PROBLEM DESCRIPTION:
Give the data a second time, exactly and in full.

Stored items:
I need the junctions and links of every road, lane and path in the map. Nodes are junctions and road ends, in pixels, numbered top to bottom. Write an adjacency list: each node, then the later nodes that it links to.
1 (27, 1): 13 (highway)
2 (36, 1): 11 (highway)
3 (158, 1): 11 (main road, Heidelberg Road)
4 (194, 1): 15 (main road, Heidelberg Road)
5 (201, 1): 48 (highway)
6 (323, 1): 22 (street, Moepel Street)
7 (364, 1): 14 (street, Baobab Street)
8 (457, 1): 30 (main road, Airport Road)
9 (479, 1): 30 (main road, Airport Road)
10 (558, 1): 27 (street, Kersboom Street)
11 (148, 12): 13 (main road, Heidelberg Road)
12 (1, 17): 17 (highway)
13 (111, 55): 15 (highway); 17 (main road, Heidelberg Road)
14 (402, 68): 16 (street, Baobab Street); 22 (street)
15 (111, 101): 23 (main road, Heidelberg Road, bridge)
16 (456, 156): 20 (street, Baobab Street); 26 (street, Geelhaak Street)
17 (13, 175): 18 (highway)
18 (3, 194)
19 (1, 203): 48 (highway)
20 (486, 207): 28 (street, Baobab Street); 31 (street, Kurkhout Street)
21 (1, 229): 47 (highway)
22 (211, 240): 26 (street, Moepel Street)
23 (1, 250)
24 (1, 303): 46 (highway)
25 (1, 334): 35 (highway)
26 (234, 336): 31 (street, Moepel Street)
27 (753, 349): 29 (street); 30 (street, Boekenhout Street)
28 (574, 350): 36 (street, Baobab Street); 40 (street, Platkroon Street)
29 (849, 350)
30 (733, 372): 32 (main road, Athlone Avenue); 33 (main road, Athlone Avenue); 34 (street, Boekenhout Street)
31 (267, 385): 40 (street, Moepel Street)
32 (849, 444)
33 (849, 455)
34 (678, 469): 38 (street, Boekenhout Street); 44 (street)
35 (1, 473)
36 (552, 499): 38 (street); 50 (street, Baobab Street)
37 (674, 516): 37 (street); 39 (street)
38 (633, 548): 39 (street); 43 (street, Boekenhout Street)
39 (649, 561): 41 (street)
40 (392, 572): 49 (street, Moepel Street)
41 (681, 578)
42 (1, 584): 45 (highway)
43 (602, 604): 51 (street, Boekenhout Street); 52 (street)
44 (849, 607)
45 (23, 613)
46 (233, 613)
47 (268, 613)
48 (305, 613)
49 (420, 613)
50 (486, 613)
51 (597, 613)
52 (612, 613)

ANSWER TO THIS TASK:
I need the junctions and links of every road, lane and path in the map. Nodes are junctions and road ends, in pixels, numbered top to bottom. Write an adjacency list: each node, then the later nodes that it links to.
1 (27, 1): 13 (highway)
2 (36, 1): 11 (highway)
3 (158, 1): 11 (main road, Heidelberg Road)
4 (194, 1): 15 (main road, Heidelberg Road)
5 (201, 1): 48 (highway)
6 (323, 1): 22 (street, Moepel Street)
7 (364, 1): 14 (street, Baobab Street)
8 (457, 1): 30 (main road, Airport Road)
9 (479, 1): 30 (main road, Airport Road)
10 (558, 1): 27 (street, Kersboom Street)
11 (148, 12): 13 (main road, Heidelberg Road)
12 (1, 17): 17 (highway)
13 (111, 55): 15 (highway); 17 (main road, Heidelberg Road)
14 (402, 68): 16 (street, Baobab Street); 22 (street)
15 (111, 101): 23 (main road, Heidelberg Road, bridge)
16 (456, 156): 20 (street, Baobab Street); 26 (street, Geelhaak Street)
17 (13, 175): 18 (highway)
18 (3, 194)
19 (1, 203): 48 (highway)
20 (486, 207): 28 (street, Baobab Street); 31 (street, Kurkhout Street)
21 (1, 229): 47 (highway)
22 (211, 240): 26 (street, Moepel Street)
23 (1, 250)
24 (1, 303): 46 (highway)
25 (1, 334): 35 (highway)
26 (234, 336): 31 (street, Moepel Street)
27 (753, 349): 29 (street); 30 (street, Boekenhout Street)
28 (574, 350): 36 (street, Baobab Street); 40 (street, Platkroon Street)
29 (849, 350)
30 (733, 372): 32 (main road, Athlone Avenue); 33 (main road, Athlone Avenue); 34 (street, Boekenhout Street)
31 (267, 385): 40 (street, Moepel Street)
32 (849, 444)
33 (849, 455)
34 (678, 469): 38 (street, Boekenhout Street); 44 (street)
35 (1, 473)
36 (552, 499): 38 (street); 50 (street, Baobab Street)
37 (674, 516): 37 (street); 39 (street)
38 (633, 548): 39 (street); 43 (street, Boekenhout Street)
39 (649, 561): 41 (street)
40 (392, 572): 49 (street, Moepel Street)
41 (681, 578)
42 (1, 584): 45 (highway)
43 (602, 604): 51 (street, Boekenhout Street); 52 (street)
44 (849, 607)
45 (23, 613)
46 (233, 613)
47 (268, 613)
48 (305, 613)
49 (420, 613)
50 (486, 613)
51 (597, 613)
52 (612, 613)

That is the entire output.